In the next day or two I plan on investigating climbing Volcan Pacaya, the only active volcano near Antigua. Pacaya would be the ultimate adventure because there have been incidents of climbers getting seriously hurt and even killed by unexpected eruptions, which is why it’s important to get the latest info from a reputable guide company here. If all looks good, I will take the Pacaya challenge and share it in the next chapter of the Aventura de Centro America!
Here are some beautiful fotos of Antigua and its people. I have also included one foto of me with a bonita senorita who actually works in a farmacia here. Her pants matched my T1 logo and I couldn’t resist the opportunity to plug Theatre 1 through thedetroiter.com!
Gracias Amigos for joining me in Antigua! Hasta lluego!
Spent the day traveling to San Salvador with mi amigo Luke from Copan Ruinas. We jumped a bus to Latrada, transferred to another at Santa Rosa, from there it was a straight shot to the border of El Salvador, all for 5 bucks. Not bad for 6 hours of travel. From there we literally walked across the border while being greeted by friendly Salvadoran guards and policia. No passport stamp required just a “welcome to El Salvador"! Next, we jumped on a bus, which took 3 hours to reach San Salvador for less than 2 bucks. 7 dollars overall! The last bus played Bob Seger, Billy Joel, Stevie Nicks and the likes of the 60s, 70s and 80s while cruising through the mountains of El Salvador.

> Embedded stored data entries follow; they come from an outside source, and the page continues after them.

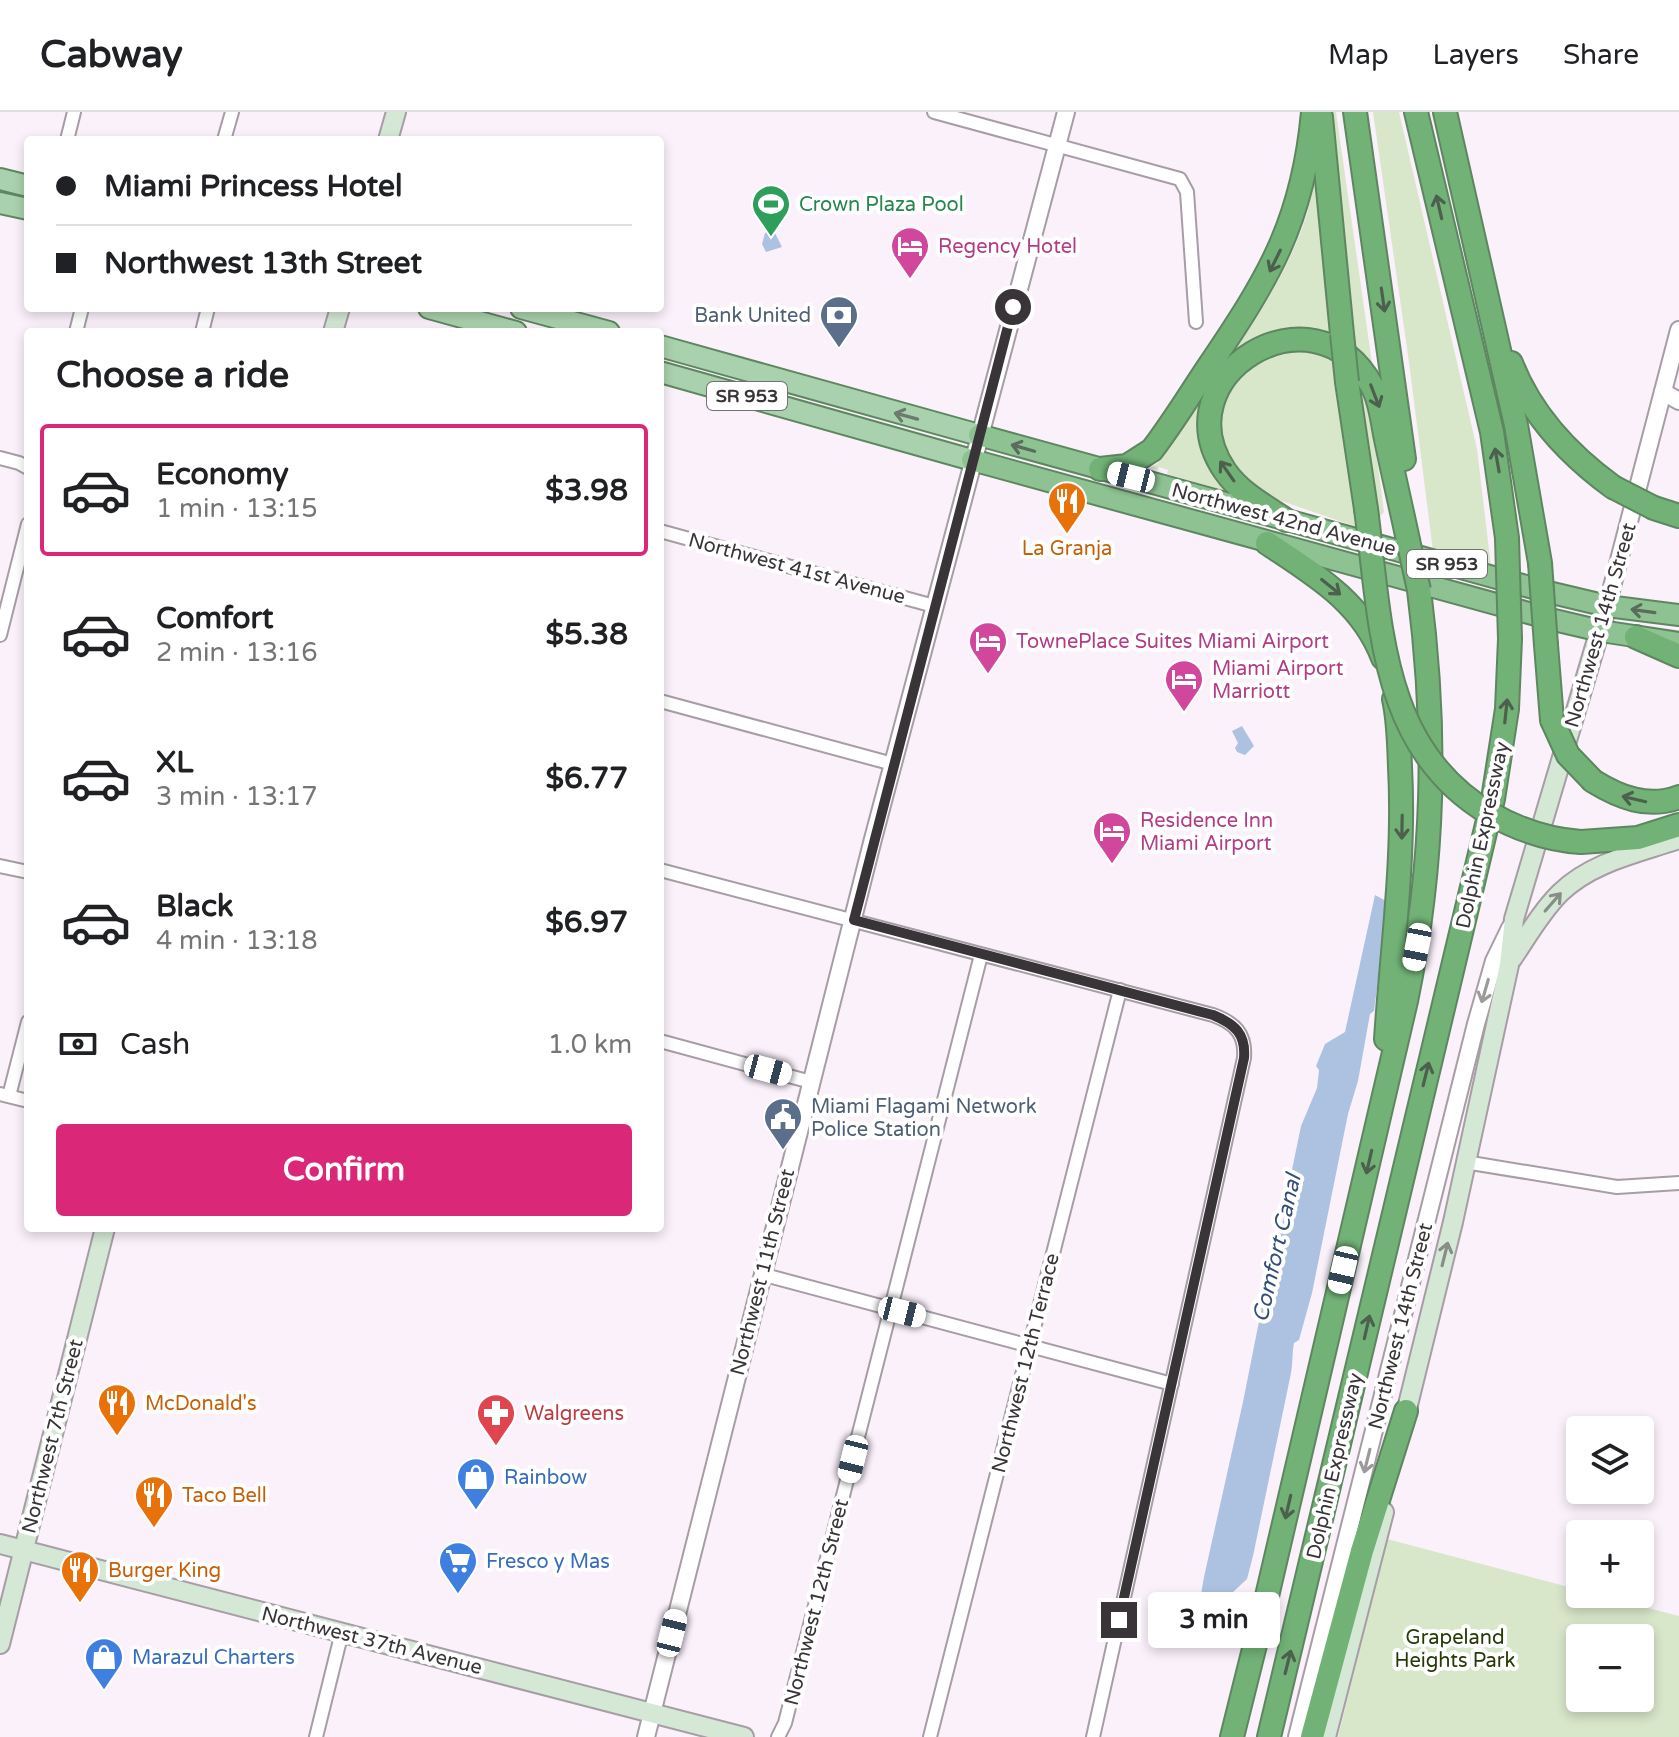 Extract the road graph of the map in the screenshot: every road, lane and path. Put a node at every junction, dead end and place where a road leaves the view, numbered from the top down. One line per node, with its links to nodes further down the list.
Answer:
1 (74, 112): 11 (street)
2 (232, 112): 12 (street)
3 (396, 112): 13 (main road)
4 (934, 112): 14 (street)
5 (1066, 112): 14 (street, Northwest 11th Street)
6 (1313, 112): 37 (highway, one-way to 37)
7 (1320, 112): 55 (highway, bridge)
8 (1355, 112): 42 (highway, one-way to 42)
9 (1416, 112): 91 (highway, Dolphin Expressway, one-way to 9, bridge)
10 (1445, 112): 20 (highway)
11 (68, 136)
12 (225, 136)
13 (389, 136)
14 (1057, 145): 23 (street); 33 (street, Northwest 11th Street)
15 (0, 179): 16 (main road)
16 (24, 185)
17 (24, 202): 18 (main road)
18 (2, 203): 19 (main road)
19 (24, 208)
20 (1491, 310): 38 (highway, bridge); 54 (highway, one-way to 20, bridge)
21 (444, 312): 24 (main road)
22 (536, 312): 25 (main road)
23 (1196, 322)
24 (502, 328)
25 (594, 328)
26 (1679, 330): 31 (street, Northwest 14th Street)
27 (664, 350): 28 (main road, Northwest 42nd Avenue / SR 953)
28 (702, 358): 29 (main road); 33 (main road, Northwest 42nd Avenue / SR 953, one-way to 28)
29 (664, 368)
30 (664, 372): 35 (main road, Northwest 42nd Avenue / SR 953)
31 (1663, 392): 32 (street); 45 (street, Northwest 14th Street)
32 (1679, 401)
33 (979, 435): 35 (street, Northwest 11th Street); 37 (highway, Northwest 42nd Avenue / SR 953, one-way to 33)
34 (0, 458): 36 (street)
35 (972, 460): 43 (highway, Northwest 42nd Avenue / SR 953); 44 (street, Northwest 11th Street)
36 (24, 464)
37 (1100, 469): 39 (highway, Northwest 42nd Avenue / SR 953)
38 (1679, 516)
39 (1286, 520): 42 (highway, one-way to 42); 45 (highway, Northwest 42nd Avenue / SR 953)
40 (664, 532): 44 (street, Northwest 41st Avenue)
41 (24, 540): 48 (street)
42 (1411, 541): 70 (highway, Dolphin Expressway, bridge)
43 (1267, 543): 47 (highway, Northwest 42nd Avenue / SR 953); 70 (highway, one-way to 70)
44 (934, 606): 53 (street, Northwest 11th Street)
45 (1607, 606): 46 (highway, Northwest 42nd Avenue / SR 953, one-way to 45); 47 (main road, Northwest 14th Street)
46 (1679, 615)
47 (1601, 631): 49 (highway, Northwest 42nd Avenue / SR 953); 60 (main road, Northwest 14th Street)
48 (0, 635)
49 (1636, 637): 50 (highway, Northwest 42nd Avenue / SR 953); 51 (highway)
50 (1679, 643)
51 (1679, 656)
52 (664, 702): 53 (street)
53 (893, 764): 61 (street, Northwest 11th Street)
54 (1679, 797)
55 (1679, 825)
56 (1679, 839): 63 (main road, one-way to 56)
57 (0, 866): 58 (street)
58 (24, 871)
59 (664, 871): 61 (street)
60 (1514, 919): 63 (main road, Northwest 14th Street); 92 (street, Northwest 14th Street, one-way to 92)
61 (854, 920): 62 (street); 67 (street, Northwest 11th Street)
62 (981, 955): 64 (street); 75 (street, Northwest 12th Street)
63 (1509, 965): 71 (main road, Northwest 14th Street)
64 (1120, 990): 76 (street, Northwest 12th Terrace); 77 (street)
65 (24, 1034): 68 (street)
66 (664, 1042): 67 (street)
67 (811, 1082): 74 (street, Northwest 11th Street)
68 (4, 1095): 69 (street)
69 (24, 1100)
70 (1380, 1111): 90 (highway, Dolphin Expressway, one-way to 90)
71 (1465, 1162): 72 (street); 78 (main road, Northwest 14th Street, one-way to 71)
72 (1679, 1183)
73 (104, 1232): 80 (main road, Northwest 7th Street)
74 (761, 1274): 75 (street); 83 (street, Northwest 11th Street)
75 (891, 1309): 76 (street); 87 (street, Northwest 12th Street)
76 (1030, 1345): 77 (street); 88 (street, Northwest 12th Terrace)
77 (1172, 1384): 89 (street)
78 (1406, 1411): 93 (highway); 94 (main road, Northwest 14th Street)
79 (0, 1544): 80 (main road, Northwest 37th Avenue)
80 (23, 1550): 81 (main road, Northwest 37th Avenue); 82 (main road, Northwest 7th Street)
81 (342, 1632): 83 (main road, Northwest 37th Avenue); 84 (street)
82 (0, 1644)
83 (652, 1712): 85 (street, Northwest 11th Street); 86 (main road, Northwest 37th Avenue)
84 (316, 1737)
85 (646, 1737)
86 (744, 1737)
87 (778, 1737)
88 (930, 1737)
89 (1093, 1737)
90 (1232, 1737)
91 (1269, 1737)
92 (1297, 1737)
93 (1312, 1737)
94 (1326, 1737)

The plan is to make a quick stop in El Salvador to visit a friend from the states and then head to Guatemala to explore Mayan culture.
I ended up having an interesting stay at Casa de Huespedes Santa Fe, the house that I lived in while in San Salvador. I was greeted by Celia, the friendly animated host and her son Marcello. I was also immediately greeted by three giant cockroaches in mi room and I mean giant! Celia quickly moved in and squashed them with her feet while only wearing socks. It appeared to be a frequent occurrence for her.
I spent my first day talking with locals and was impressed by how approachable people are here. For example, while attempting to exchange money at the bank, I learned the exchange from Honduran to Salvadoran currency was nearly half than what it was in Honduras, which meant significant cash loss but when Rodolfo, a guy that overheard my conversation with the teller offered to help me find a good rate. We jumped into his car and we went to a nearby bus terminal where the rate was somewhat closer to what it was in Honduras. After making the currency exchange, Rodolfo wanted to show me San Salvador’s mall, which seems to be as important to Salvadorans as it is to our teen culture in the US. We ended up visiting his casa where he presented t-shirts that he sells, which were not to my liking. After a nice chat, he dropped me at Celia’s casa where I chilled the rest of the evening.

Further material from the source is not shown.